4 Data Wrangling

In this part, we will explore more packages and functions within the tidyverse family. There are several indispensible packages such as tidyr, dplyr, and stringr which cover the most common data wrangling tasks you will need in almost every project. Alongside data visualisation, the ability to wrangle data reproducibly is one of the best demonstrations of the value of R. Many of the tasks are either not possible in software like SPSS or very difficult to perform reproducibly. As you develop your R skills, the potential to complete the whole wrangling, visualisation, and analysis pipeline will really help your workflow.

4.1 Intended Learning Outcomes

By the end of this part, you will be able to:

Join two data sets by matching one or more identifying columns in common.
Select a range and reorder variables in your data set.
Modify or create variables, such as recoding values or creating new groups.
Filter observations to retain a subset of your data.
Summarise your data to calculate summary statistics.
Restructure data into different formats, such as long and wide form.
String together multiple functions using pipes.

4.2 Key chapters

4.3 Target Dataset

For this chapter, we are using open data from Alter et al. (2024). The abstract of their article is:

The biggest difference in statistical training from previous decades is the increased use of software. However, little research examines how software impacts learning statistics. Assessing the value of software to statistical learning demands appropriate, valid, and reliable measures. The present study expands the arsenal of tools by reporting on the psychometric properties of the Value of Software to Statistical Learning (VSSL) scale in an undergraduate student sample. We propose a brief measure with strong psychometric support to assess students’ perceived value of software in an educational setting. We provide data from a course using SPSS, given its wide use and popularity in the social sciences. However, the VSSL is adaptable to any statistical software, and we provide instructions for customizing it to suit alternative packages. Recommendations for administering, scoring, and interpreting the VSSL are provided to aid statistics instructors and education researchers understand how software influences students’ statistical learning.

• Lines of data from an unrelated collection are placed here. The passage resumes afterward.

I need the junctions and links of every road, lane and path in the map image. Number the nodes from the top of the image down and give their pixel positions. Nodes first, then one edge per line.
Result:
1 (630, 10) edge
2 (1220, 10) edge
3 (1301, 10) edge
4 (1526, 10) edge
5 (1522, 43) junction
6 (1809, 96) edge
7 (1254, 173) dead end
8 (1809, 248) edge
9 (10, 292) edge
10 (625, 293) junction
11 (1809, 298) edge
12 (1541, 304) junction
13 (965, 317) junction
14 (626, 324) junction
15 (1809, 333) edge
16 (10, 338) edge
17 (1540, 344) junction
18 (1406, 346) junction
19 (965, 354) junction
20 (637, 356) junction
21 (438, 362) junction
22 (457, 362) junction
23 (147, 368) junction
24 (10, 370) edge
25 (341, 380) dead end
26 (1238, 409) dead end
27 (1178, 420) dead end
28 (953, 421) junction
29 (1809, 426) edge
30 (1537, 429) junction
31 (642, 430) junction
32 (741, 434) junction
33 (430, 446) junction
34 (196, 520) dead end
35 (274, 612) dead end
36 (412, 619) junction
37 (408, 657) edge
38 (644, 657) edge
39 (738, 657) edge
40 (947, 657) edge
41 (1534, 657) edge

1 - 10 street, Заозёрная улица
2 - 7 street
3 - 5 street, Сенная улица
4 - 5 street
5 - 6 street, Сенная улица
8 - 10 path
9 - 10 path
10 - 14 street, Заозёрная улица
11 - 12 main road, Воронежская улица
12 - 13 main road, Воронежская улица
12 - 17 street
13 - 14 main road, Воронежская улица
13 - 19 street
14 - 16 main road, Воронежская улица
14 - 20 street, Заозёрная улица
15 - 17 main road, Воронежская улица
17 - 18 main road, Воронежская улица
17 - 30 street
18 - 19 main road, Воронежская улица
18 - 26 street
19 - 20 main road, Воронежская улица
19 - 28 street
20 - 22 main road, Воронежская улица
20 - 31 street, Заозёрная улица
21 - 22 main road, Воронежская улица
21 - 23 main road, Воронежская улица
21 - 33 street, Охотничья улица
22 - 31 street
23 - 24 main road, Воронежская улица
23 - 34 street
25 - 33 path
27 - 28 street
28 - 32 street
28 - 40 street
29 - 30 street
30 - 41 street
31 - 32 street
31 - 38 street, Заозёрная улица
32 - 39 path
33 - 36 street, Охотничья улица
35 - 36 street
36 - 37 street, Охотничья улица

To summarise, they developed a new scale to measure students’ perceived value of software to learning statistics - Value of Software to Statistical Learning (VSSL). The authors wanted to develop this scale in a way that could be adapted to different software, from SPSS in their article (which some of you may have used in the past), to perhaps R in future. Alongside data from their new scale, they collected data from other scales measuring a similar kind of construct (e.g., Students’ Attitudes toward Statistics and Technology) and related constructs (e.g., Quantitative Attitudes).

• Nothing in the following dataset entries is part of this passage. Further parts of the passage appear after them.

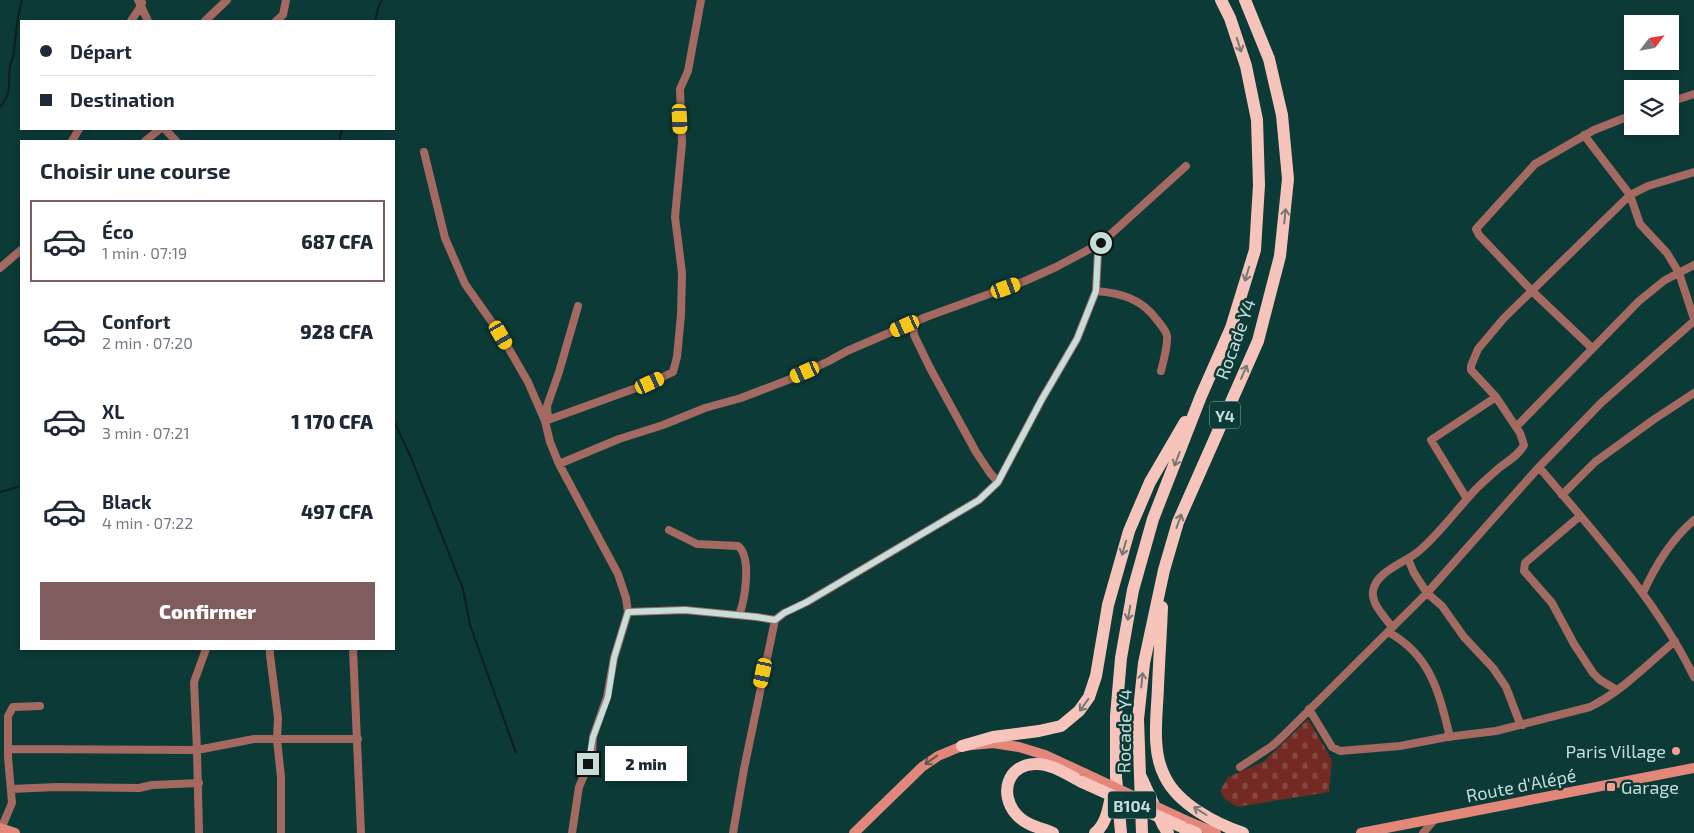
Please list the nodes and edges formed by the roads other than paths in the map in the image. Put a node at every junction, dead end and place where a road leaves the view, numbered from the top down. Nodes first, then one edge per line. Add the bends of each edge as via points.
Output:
1 (227, 0) edge
2 (286, 0) edge
3 (701, 0) edge
4 (1221, 0) edge
5 (1245, 0) edge
6 (141, 2) edge
7 (132, 20) edge
8 (148, 20) edge
9 (206, 20) edge
10 (277, 20) edge
11 (1694, 94) edge
12 (1679, 99) edge
13 (1624, 118) edge
14 (159, 130) edge
15 (166, 130) edge
16 (1584, 135) junction
17 (147, 140) edge
18 (175, 140) edge
19 (424, 152) dead end
20 (1186, 166) dead end
21 (1694, 172) edge
22 (1630, 195) junction
23 (1101, 243) junction
24 (20, 251) edge
25 (1694, 265) edge
26 (1, 266) edge
27 (1679, 273) junction
28 (1096, 291) junction
29 (1532, 291) junction
30 (578, 306) dead end
31 (1694, 320) edge
32 (914, 322) junction
33 (1592, 348) junction
34 (1161, 371) dead end
35 (1694, 393) edge
36 (1201, 396) junction
37 (1496, 396) junction
38 (546, 421) junction
39 (1516, 427) junction
40 (559, 464) junction
41 (1539, 467) junction
42 (998, 482) junction
43 (1562, 495) junction
44 (1467, 499) junction
45 (1580, 516) junction
46 (1694, 520) edge
47 (669, 530) dead end
48 (1408, 559) junction
49 (1164, 570) junction
50 (1427, 593) junction
51 (1643, 593) junction
52 (628, 612) junction
53 (739, 615) junction
54 (775, 620) junction
55 (1390, 629) junction
56 (1675, 641) junction
57 (206, 650) edge
58 (270, 650) edge
59 (353, 650) edge
60 (1694, 677) edge
61 (1617, 690) junction
62 (40, 706) dead end
63 (1309, 709) junction
64 (1523, 725) junction
65 (1450, 737) junction
66 (358, 739) junction
67 (277, 740) junction
68 (962, 746) junction
69 (8, 749) junction
70 (197, 750) junction
71 (1045, 756) junction
72 (1240, 767) dead end
73 (1694, 768) edge
74 (1140, 773) junction
75 (1083, 777) junction
76 (1116, 777) junction
77 (199, 783) junction
78 (11, 789) junction
79 (1436, 818) junction
80 (1412, 822) junction
81 (1183, 824) junction
82 (1, 828) edge
83 (14, 833) edge
84 (199, 833) edge
85 (281, 833) edge
86 (361, 833) edge
87 (572, 833) edge
88 (733, 833) edge
89 (854, 833) edge
90 (1030, 833) edge
91 (1053, 833) edge
92 (1094, 833) edge
93 (1120, 833) edge
94 (1142, 833) edge
95 (1168, 833) edge
96 (1196, 833) edge
97 (1216, 833) edge
98 (1244, 833) edge
99 (1361, 833) edge
100 (1402, 833) edge
101 (1423, 833) edge

1 - 9 street
2 - 10 street via 282,15
3 - 38 street via 688,71 680,89 682,143 674,217 682,273 681,315 673,372
4 -> 36 highway, Rocade Y4 / Y4 via 1246,66 1257,120 1259,184 1255,250 1232,328
49 -> 5 highway, Rocade Y4 / Y4 via 1178,522 1258,340 1280,256 1288,179 1282,115 1269,59
6 - 7 street
6 - 8 street
11 - 12 street
13 - 16 street
14 - 17 street
15 - 18 street
16 - 22 street
16 - 29 street via 1535,164 1476,228 1477,233
19 - 38 street via 445,238 466,284 501,335
20 - 23 street
21 - 22 street
22 - 27 street via 1640,224 1667,253
22 - 29 street
23 - 28 street
23 - 32 street via 1025,281
24 - 26 street
25 - 27 street
27 - 31 street
27 - 33 street via 1639,301
28 - 34 street via 1123,295 1151,311 1166,333
28 - 42 street via 1077,339
29 - 33 street
29 - 37 street via 1484,340 1471,366 1472,372
30 - 38 street via 547,406
31 - 41 street via 1601,403
32 - 40 street via 793,378
32 - 42 street via 914,335 930,368 976,452
33 - 39 street
35 - 43 street via 1595,462
36 -> 68 highway via 1150,482 1129,531 1108,605 1096,676 1089,697 1079,711 1061,726 993,737
36 -> 76 highway, Rocade Y4 / Y4 via 1153,519 1133,590 1121,658 1116,716
37 - 39 street
37 - 44 street via 1432,440
38 - 40 street via 544,425
39 - 44 street via 1524,442 1522,449
40 - 52 street via 618,574
41 - 43 street
41 - 50 street
42 - 54 street via 979,500
43 - 45 street
44 - 48 street via 1428,543
45 - 51 street
45 - 61 street via 1523,568 1552,603 1593,673
46 - 51 street via 1684,528 1650,576
47 - 53 street via 697,544 740,547 745,555 745,584
48 - 50 street
48 - 55 street via 1382,575 1373,590 1374,599
74 -> 49 highway, Rocade Y4 / Y4 via 1138,719 1144,663
98 -> 49 highway via 1199,812 1176,795 1159,761 1156,727
50 - 55 street
50 - 64 street via 1442,606 1492,668 1510,695
51 - 56 street
52 - 53 street via 685,610
52 - 87 street via 614,658 608,697 597,722 590,758 579,787
53 - 54 street
54 - 88 street
55 - 63 street
55 - 65 street via 1414,650 1430,672
56 - 60 street
56 - 61 street
57 - 70 street via 194,682
58 - 67 street via 278,718
59 - 66 street
61 - 64 street via 1590,708
62 - 69 street via 13,707 8,716
63 - 65 street via 1336,750 1400,746
63 - 72 street via 1272,746
64 - 65 street
66 - 67 street
66 - 86 street
67 - 70 street via 240,741
67 - 85 street
68 - 71 main road, B104 via 993,743
68 -> 89 main road, B104 via 922,767
69 - 70 street
69 - 78 street
70 - 77 street
71 - 75 main road, B104
71 - 90 highway via 1029,756 1010,766 1003,774 998,789 1006,816
73 - 79 main road, Route d'Alépé
74 - 94 highway, Rocade Y4 / Y4
74 - 95 highway
75 - 81 highway, B104, bridge
75 - 91 highway via 1035,764 1024,766 1010,778 1006,790 1016,814 1024,822
76 - 92 highway via 1106,818
76 - 93 highway, Rocade Y4 / Y4
77 - 78 street via 132,788
77 - 84 street
78 - 82 street via 11,806
79 - 80 main road, Route d'Alépé
79 - 101 street
80 - 99 main road, Route d'Alépé
80 - 100 main road
81 - 96 highway, B104
81 - 97 main road, B104
82 - 83 main road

The data from Alter et al. is split into two data files. In Alter_2024_demographics.csv, we have the participant ID (StudentIDE) and several demographic variables. The columns (variables) we have in the data set are:

Variable	Description
StudentIDE	Participant number
GenderE	Gender: 1 = Female, 2 = Male, 3 = Non-Binary
RaceEthE	Race: 1 = Black/African American, 2 = Hispanic/Other Latinx, 3 = White, 4 = Multiracial, 5 = Asian/Pacific Islander, 6 = Native American/Alaska Native, 7 = South/Central American
GradeE	Expected grade: 1 = A, 2 = B, 3 = C, 4 = D, 5 = F
StuStaE	Student status: 1 = Freshman, 2 = Sophomore, 3 = Junior, 4 = Senior or Higher
GPAE	Expected Grade Point Average (GPA)
MajorE	Degree major
AgeE	Age in years

In Alter_2024_scales.csv, we then have the participant ID (StudentIDE) and all the individual scale items. The columns (variables) we have in the data set are:

Variable	Description
StudentIDE	Participant number
MA1E to MA8E	Enjoyment of Mathematics and statistics, not analysed in this study.
QANX1E to QANX4E	Quantitative anxiety: four items scored on a 5-point Likert scale ranging from 1 (Not at all Anxious) to 5 (Extremely Anxious)
QINFL1E to QINFL7E	Quantitative attitudes: seven items scored on a 5-point Likert scale ranging from 1 (Strongly Disagree) to 5 (Strongly Agree)
QSF1E to QSF4E	Study motivation, not analysed in this study.
QHIND1E to QHIND5E	Quantitative hindrances: five items scored on a 5-point Likert scale ranging from 1 (Strongly Disagree) to 5 (Strongly Agree)
QSC1E to QSC4E	Mathematical self-efficacy, not analysed in this study.
QSE1E to QSE6E	Mathematical ability, not analysed in this study.
SPSS1E to SPSS10E	VSSL scale on SPSS: 10 items scored on a 5-point Likert scale ranging from 1 (Never True) to 5 (Always True)

We will use this data to demonstrate a range of key functions for wrangling data into different formats ready for analysis.